The GST Council has moved the real estate sector under the GST boundaries, only partially that too via works contracts. So that means, in a simple statement, that these will be at 12 percent slab with GST in action. With that in mind, it is worth mentioning that a homebuyer has to pay various indirect taxes, including excise duty, VAT, and service tax, which sums up to a tax of about 11 percent, excluding stamp duty. (Taxes have been fetched from Source 1 & Source 2)
 

Who pays what, and how much?

  • Under-construction real estate properties will be tabulated as the supply of services and hence will be liable to pay GST.
  • Sale of land and completed real estate properties are exempted from GST.
  • As per ICRA note, GST for real estate can be either 18 percent or 12 percent.
  • If the construction of buildings predetermined for sale to a buyer includes land in the sale value, the payable GST will be 12 percent.
  • If the land and construction values are defined through separate agreements, the payable GST will be 18 percent.

 

What gets consumed, what remains intact?

  • VAT (value added tax) and service tax that is currently a part of costs of under-construction properties, will be subsumed by GST.
  • No change will be seen in the stamp duty and registration charges for land, completed properties, and under construction properties. GST is not expected to subsume stamp duty and registration charges.

 
According to Mr. Jain, ICRA, the GST rates are higher than the current tax modules and tax rates for the individual buyer, in most of the states, but the seemingly higher GST rates should get balanced out if the developers pass on the perk of higher ITC (Input Tax Credit) available to them.

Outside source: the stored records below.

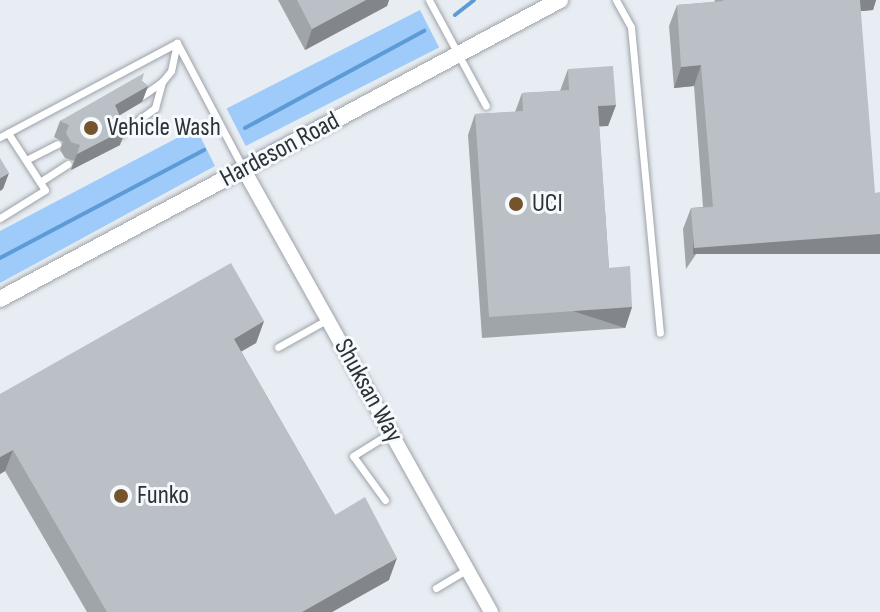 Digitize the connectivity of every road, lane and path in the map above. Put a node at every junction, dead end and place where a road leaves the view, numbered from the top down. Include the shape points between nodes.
1 (429, 0) edge
2 (560, 0) edge
3 (616, 0) edge
4 (177, 43) junction
5 (458, 55) junction
6 (162, 82) junction
7 (142, 96) edge
8 (486, 106) dead end
9 (4, 135) edge
10 (116, 136) edge
11 (57, 144) dead end
12 (26, 160) junction
13 (68, 164) dead end
14 (244, 170) junction
15 (40, 182) junction
16 (0, 218) edge
17 (0, 299) edge
18 (328, 319) junction
19 (660, 333) dead end
20 (278, 347) dead end
21 (392, 432) junction
22 (385, 500) dead end
23 (468, 569) junction
24 (436, 588) dead end
25 (491, 612) edge

1 - 5 lane
2 - 5 street, Hardeson Road
3 - 19 lane via 631,27
4 - 6 lane via 173,65
4 - 9 lane
4 - 14 lane
5 - 8 lane
5 - 14 street, Hardeson Road
6 - 7 lane
6 - 10 lane via 155,108
9 - 12 lane
11 - 12 lane
12 - 15 lane
13 - 15 lane
14 - 17 street, Hardeson Road
14 - 18 street, Shuksan Way
15 - 16 lane via 45,190
18 - 20 lane
18 - 21 street, Shuksan Way
21 - 22 lane via 353,456
21 - 23 street, Shuksan Way
23 - 24 lane
23 - 25 street, Shuksan Way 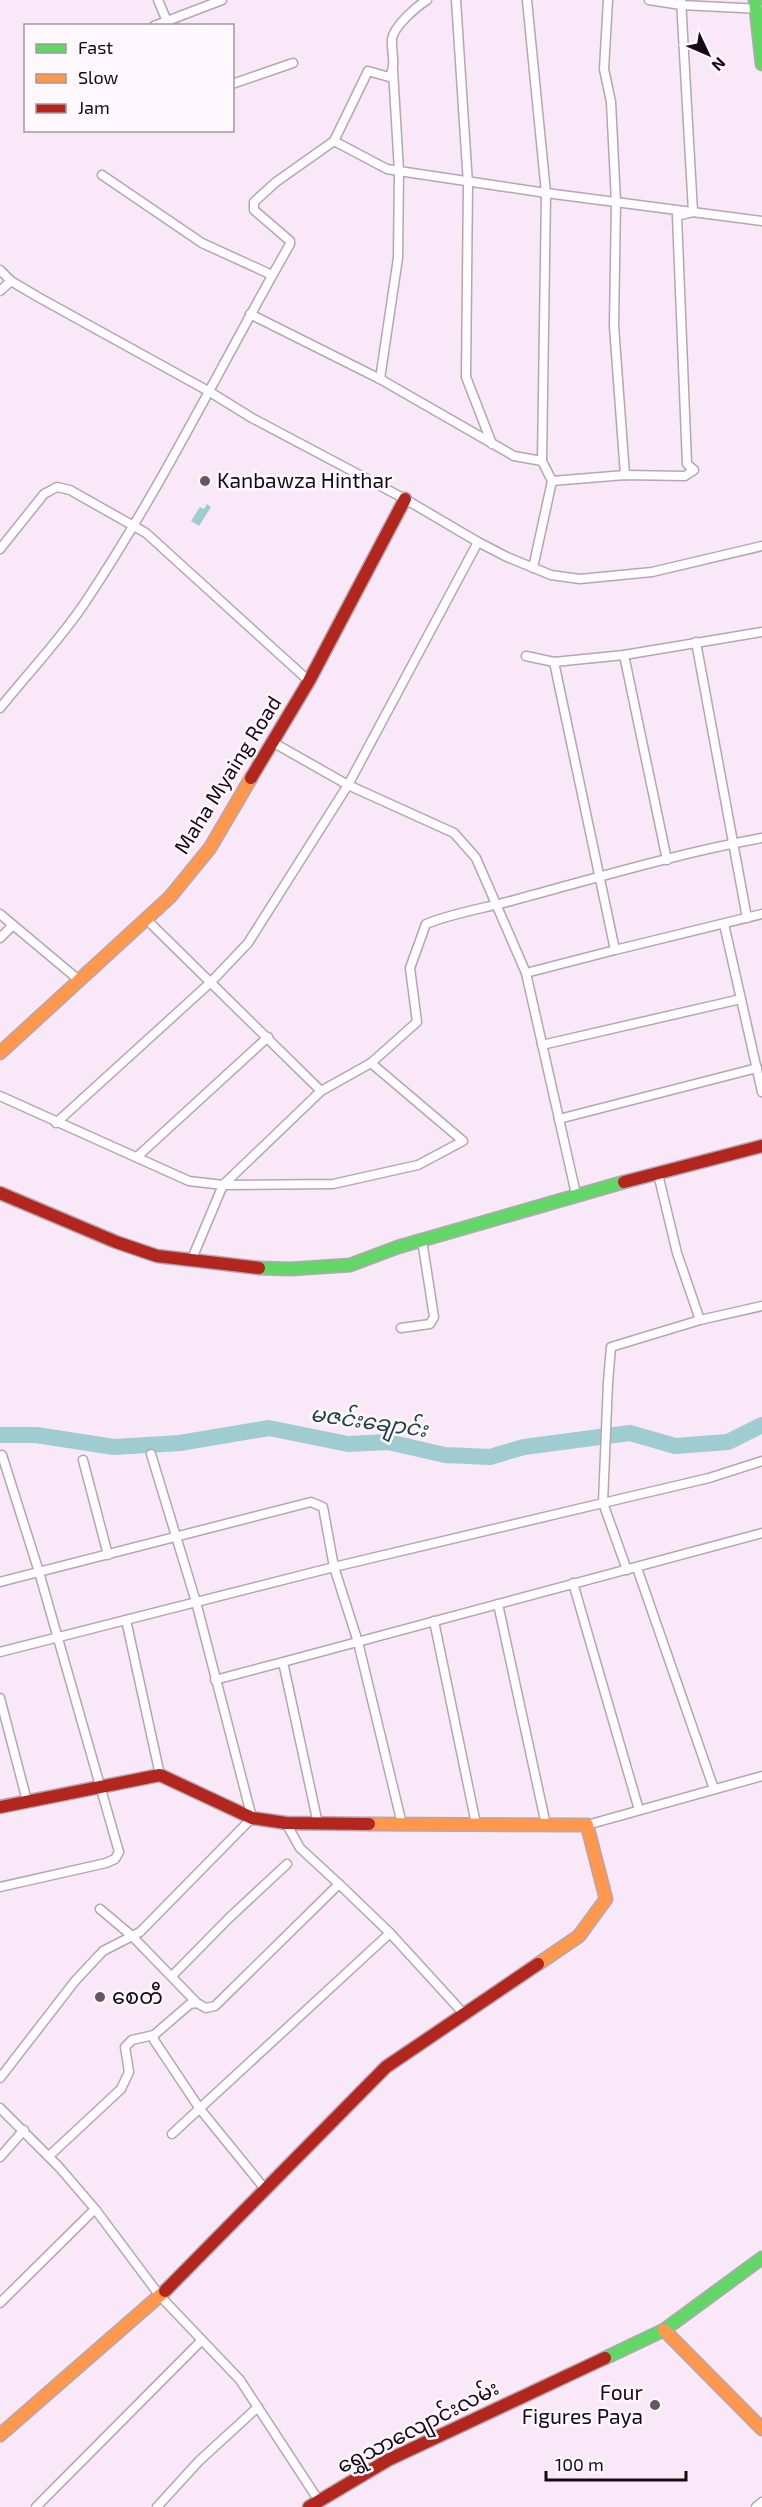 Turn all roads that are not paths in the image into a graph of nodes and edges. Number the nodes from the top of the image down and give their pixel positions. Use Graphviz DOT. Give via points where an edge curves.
graph roads {
  1 [pos="158,0"];
  2 [pos="222,0"];
  3 [pos="427,0"];
  4 [pos="456,0"];
  5 [pos="527,0"];
  6 [pos="608,0"];
  7 [pos="649,0"];
  8 [pos="681,3"];
  9 [pos="757,6"];
  10 [pos="168,23"];
  11 [pos="293,63"];
  12 [pos="762,64"];
  13 [pos="393,70"];
  14 [pos="234,83"];
  15 [pos="334,141"];
  16 [pos="399,171"];
  17 [pos="102,175"];
  18 [pos="468,180"];
  19 [pos="546,193"];
  20 [pos="616,202"];
  21 [pos="693,212"];
  22 [pos="762,221"];
  23 [pos="0,270"];
  24 [pos="272,275"];
  25 [pos="11,281"];
  26 [pos="0,291"];
  27 [pos="250,314"];
  28 [pos="380,379"];
  29 [pos="210,392"];
  30 [pos="492,444"];
  31 [pos="542,460"];
  32 [pos="625,475"];
  33 [pos="552,481"];
  34 [pos="405,499"];
  35 [pos="132,527"];
  36 [pos="478,542"];
  37 [pos="762,546"];
  38 [pos="0,549"];
  39 [pos="533,568"];
  40 [pos="762,632"];
  41 [pos="696,642"];
  42 [pos="624,655"];
  43 [pos="526,656"];
  44 [pos="554,662"];
  45 [pos="309,681"];
  46 [pos="0,708"];
  47 [pos="274,743"];
  48 [pos="348,785"];
  49 [pos="762,838"];
  50 [pos="734,844"];
  51 [pos="667,860"];
  52 [pos="600,876"];
  53 [pos="498,905"];
  54 [pos="0,914"];
  55 [pos="762,914"];
  56 [pos="747,918"];
  57 [pos="146,919"];
  58 [pos="724,924"];
  59 [pos="13,925"];
  60 [pos="0,938"];
  61 [pos="615,950"];
  62 [pos="526,973"];
  63 [pos="80,981"];
  64 [pos="211,982"];
  65 [pos="741,999"];
  66 [pos="268,1037"];
  67 [pos="542,1045"];
  68 [pos="0,1053"];
  69 [pos="371,1063"];
  70 [pos="757,1068"];
  71 [pos="321,1091"];
  72 [pos="762,1092"];
  73 [pos="0,1096"];
  74 [pos="559,1119"];
  75 [pos="56,1123"];
  76 [pos="762,1146"];
  77 [pos="138,1156"];
  78 [pos="658,1174"];
  79 [pos="223,1185"];
  80 [pos="0,1193"];
  81 [pos="576,1194"];
  82 [pos="422,1240"];
  83 [pos="191,1262"];
  84 [pos="762,1306"];
  85 [pos="700,1320"];
  86 [pos="401,1328"];
  87 [pos="151,1454"];
  88 [pos="2,1455"];
  89 [pos="83,1460"];
  90 [pos="762,1461"];
  91 [pos="603,1503"];
  92 [pos="762,1533"];
  93 [pos="176,1537"];
  94 [pos="108,1555"];
  95 [pos="334,1567"];
  96 [pos="637,1568"];
  97 [pos="627,1570"];
  98 [pos="39,1572"];
  99 [pos="0,1581"];
  100 [pos="573,1583"];
  101 [pos="196,1602"];
  102 [pos="498,1604"];
  103 [pos="126,1620"];
  104 [pos="434,1621"];
  105 [pos="58,1638"];
  106 [pos="358,1641"];
  107 [pos="0,1652"];
  108 [pos="283,1662"];
  109 [pos="215,1680"];
  110 [pos="0,1698"];
  111 [pos="160,1774"];
  112 [pos="762,1776"];
  113 [pos="99,1787"];
  114 [pos="714,1789"];
  115 [pos="27,1801"];
  116 [pos="0,1807"];
  117 [pos="639,1810"];
  118 [pos="252,1818"];
  119 [pos="286,1823"];
  120 [pos="318,1824"];
  121 [pos="402,1824"];
  122 [pos="476,1824"];
  123 [pos="546,1825"];
  124 [pos="587,1825"];
  125 [pos="287,1864"];
  126 [pos="339,1884"];
  127 [pos="0,1887"];
  128 [pos="99,1909"];
  129 [pos="390,1933"];
  130 [pos="132,1936"];
  131 [pos="172,1976"];
  132 [pos="197,2003"];
  133 [pos="464,2014"];
  134 [pos="154,2035"];
  135 [pos="0,2078"];
  136 [pos="0,2108"];
  137 [pos="200,2109"];
  138 [pos="24,2130"];
  139 [pos="172,2134"];
  140 [pos="49,2156"];
  141 [pos="0,2157"];
  142 [pos="265,2189"];
  143 [pos="95,2209"];
  144 [pos="762,2258"];
  145 [pos="160,2296"];
  146 [pos="0,2303"];
  147 [pos="664,2330"];
  148 [pos="202,2340"];
  149 [pos="258,2407"];
  150 [pos="762,2429"];
  151 [pos="0,2436"];
  152 [pos="762,2502"];
  153 [pos="314,2504"];
  154 [pos="36,2507"];
  155 [pos="157,2507"];
  156 [pos="756,2507"];
  1 -- 10 [label="street"];
  2 -- 10 [label="street"];
  3 -- 13 [label="street" via="412,10 392,37"];
  4 -- 18 [label="street"];
  5 -- 19 [label="street"];
  6 -- 20 [label="street" via="604,69 611,102"];
  7 -- 8 [label="street"];
  8 -- 9 [label="street"];
  8 -- 21 [label="street"];
  9 -- 12 [label="street"];
  11 -- 14 [label="street"];
  13 -- 15 [label="street" via="388,77 368,70"];
  13 -- 16 [label="street"];
  15 -- 16 [label="street" via="387,169"];
  15 -- 24 [label="street" via="254,201 254,210 290,241"];
  16 -- 18 [label="street"];
  16 -- 28 [label="street" via="398,258"];
  17 -- 24 [label="street" via="202,243"];
  18 -- 19 [label="street"];
  18 -- 30 [label="street" via="466,377"];
  19 -- 20 [label="street"];
  19 -- 31 [label="street"];
  20 -- 21 [label="street"];
  20 -- 32 [label="street" via="614,326"];
  21 -- 22 [label="street"];
  21 -- 32 [label="street" via="677,216 687,464 694,470 685,476"];
  23 -- 25 [label="street"];
  24 -- 27 [label="street"];
  25 -- 26 [label="street"];
  25 -- 29 [label="street"];
  27 -- 28 [label="street"];
  27 -- 29 [label="street"];
  28 -- 30 [label="street"];
  29 -- 34 [label="street"];
  29 -- 35 [label="street"];
  30 -- 31 [label="street" via="514,456"];
  31 -- 33 [label="street"];
  32 -- 33 [label="street"];
  33 -- 39 [label="street"];
  34 -- 36 [label="street"];
  34 -- 45 [label="street, Maha Myaing Road"];
  35 -- 38 [label="street" via="70,490 57,487 44,494"];
  35 -- 45 [label="street" via="146,533"];
  35 -- 46 [label="street" via="85,603"];
  36 -- 39 [label="street"];
  36 -- 48 [label="street"];
  37 -- 39 [label="street" via="652,572 580,579"];
  40 -- 41 [label="street"];
  41 -- 42 [label="street"];
  41 -- 50 [label="street"];
  42 -- 44 [label="street"];
  42 -- 51 [label="street"];
  43 -- 44 [label="street"];
  44 -- 52 [label="street"];
  45 -- 47 [label="street, Maha Myaing Road"];
  47 -- 48 [label="street"];
  47 -- 57 [label="street, Maha Myaing Road" via="210,848 170,897"];
  48 -- 53 [label="street" via="454,833 476,858"];
  48 -- 64 [label="street" via="248,943"];
  49 -- 50 [label="street"];
  50 -- 51 [label="street"];
  50 -- 56 [label="street"];
  51 -- 52 [label="street"];
  52 -- 53 [label="street"];
  52 -- 61 [label="street"];
  53 -- 62 [label="street"];
  53 -- 69 [label="street" via="454,913 426,924 410,968 417,1023"];
  54 -- 59 [label="street"];
  55 -- 56 [label="street"];
  56 -- 58 [label="street"];
  57 -- 63 [label="street, Maha Myaing Road"];
  57 -- 64 [label="street"];
  58 -- 61 [label="street"];
  58 -- 65 [label="street"];
  59 -- 60 [label="street"];
  59 -- 63 [label="street"];
  61 -- 62 [label="street"];
  62 -- 67 [label="street"];
  63 -- 68 [label="street, Maha Myaing Road"];
  64 -- 66 [label="street"];
  64 -- 75 [label="street"];
  65 -- 67 [label="street"];
  65 -- 70 [label="street"];
  66 -- 71 [label="street"];
  66 -- 77 [label="street"];
  67 -- 74 [label="street"];
  69 -- 71 [label="street"];
  69 -- 79 [label="street" via="464,1141 418,1165 333,1184"];
  70 -- 72 [label="street"];
  70 -- 74 [label="street"];
  71 -- 79 [label="street"];
  73 -- 75 [label="street"];
  74 -- 81 [label="street"];
  75 -- 77 [label="street"];
  76 -- 78 [label="street"];
  77 -- 79 [label="street" via="189,1181"];
  78 -- 81 [label="street"];
  78 -- 85 [label="street"];
  79 -- 83 [label="street"];
  80 -- 83 [label="street" via="116,1242"];
  81 -- 82 [label="street"];
  82 -- 83 [label="street" via="350,1265 291,1269"];
  82 -- 86 [label="street" via="434,1317 430,1324"];
  84 -- 85 [label="street"];
  85 -- 91 [label="street" via="611,1347"];
  87 -- 93 [label="street"];
  88 -- 98 [label="street"];
  89 -- 94 [label="street"];
  90 -- 91 [label="street" via="710,1478"];
  91 -- 95 [label="street"];
  91 -- 97 [label="street"];
  92 -- 96 [label="street"];
  93 -- 94 [label="street"];
  93 -- 95 [label="street" via="311,1502 323,1507"];
  93 -- 101 [label="street"];
  94 -- 98 [label="street"];
  95 -- 101 [label="street"];
  95 -- 106 [label="street"];
  96 -- 97 [label="street"];
  96 -- 114 [label="street"];
  97 -- 100 [label="street"];
  98 -- 99 [label="street"];
  98 -- 105 [label="street"];
  100 -- 102 [label="street"];
  100 -- 117 [label="street"];
  101 -- 103 [label="street"];
  101 -- 109 [label="street"];
  102 -- 104 [label="street"];
  102 -- 123 [label="street"];
  103 -- 105 [label="street"];
  103 -- 111 [label="street"];
  104 -- 106 [label="street"];
  104 -- 122 [label="street"];
  105 -- 107 [label="street"];
  105 -- 113 [label="street"];
  106 -- 108 [label="street"];
  106 -- 121 [label="street"];
  108 -- 109 [label="street"];
  108 -- 120 [label="street"];
  109 -- 118 [label="street"];
  110 -- 115 [label="street"];
  111 -- 113 [label="street"];
  111 -- 118 [label="street"];
  112 -- 114 [label="street"];
  113 -- 115 [label="street"];
  113 -- 127 [label="street" via="117,1841 119,1852 115,1859"];
  114 -- 117 [label="street"];
  115 -- 116 [label="street"];
  117 -- 124 [label="street"];
  118 -- 119 [label="street"];
  118 -- 130 [label="street"];
  119 -- 120 [label="street"];
  119 -- 126 [label="street" via="300,1848"];
  120 -- 121 [label="street"];
  121 -- 122 [label="street"];
  122 -- 123 [label="street"];
  123 -- 124 [label="street"];
  124 -- 133 [label="street" via="606,1899 579,1936"];
  125 -- 131 [label="street"];
  126 -- 129 [label="street"];
  126 -- 132 [label="street" via="215,2006 206,2008"];
  128 -- 130 [label="street"];
  129 -- 133 [label="street"];
  129 -- 137 [label="street"];
  130 -- 131 [label="street"];
  130 -- 135 [label="street" via="104,1951 75,1981"];
  131 -- 132 [label="street"];
  132 -- 134 [label="street" via="190,2004"];
  133 -- 142 [label="street" via="386,2067"];
  134 -- 137 [label="street"];
  134 -- 140 [label="street" via="132,2040 125,2047 129,2073 121,2089"];
  136 -- 138 [label="street"];
  137 -- 139 [label="street"];
  137 -- 142 [label="street"];
  138 -- 140 [label="street"];
  138 -- 141 [label="street"];
  140 -- 143 [label="street"];
  142 -- 145 [label="street"];
  143 -- 145 [label="street"];
  143 -- 146 [label="street"];
  144 -- 147 [label="street, ရွှေသာလျောင်းလမ်း"];
  145 -- 148 [label="street"];
  145 -- 151 [label="street"];
  147 -- 150 [label="street"];
  147 -- 153 [label="street, ရွှေသာလျောင်းလမ်း" via="388,2460"];
  148 -- 149 [label="street" via="240,2380"];
  148 -- 154 [label="street"];
  149 -- 153 [label="street"];
  149 -- 155 [label="street" via="199,2461"];
  152 -- 156 [label="street"];
}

In simple words, the developers are expected to pass the amount they earn as tax (ITC), in order to reduce the overall impact of high GST rates. He also added that, at the moment, a few indirect taxes paid by the developer, like CST on materials used for construction and excise duty aren’t taken into view as input. With GST in picture, the taxes at each level will be lowered as compared to proposed GST rates, which is expected to lower the total project cost in the near future.
 
Real estate has always been that one sector, where price control always seems out of hand. Many dreams of building a home get shattered with this unexpectedly high cost of the home construction, and yet developers keep complaining about their own problems in managing all this. This also results into late home constructions, in fact very very late. GST in real estate is a ray of hope in the direction of affordable housing scheme by the government, and it is expected to benefit both the buyer as well as the developer. The developer will have to invest less (with reduced levels of taxes), and hence buyer will pay less (due to less taxes being paid by the developer).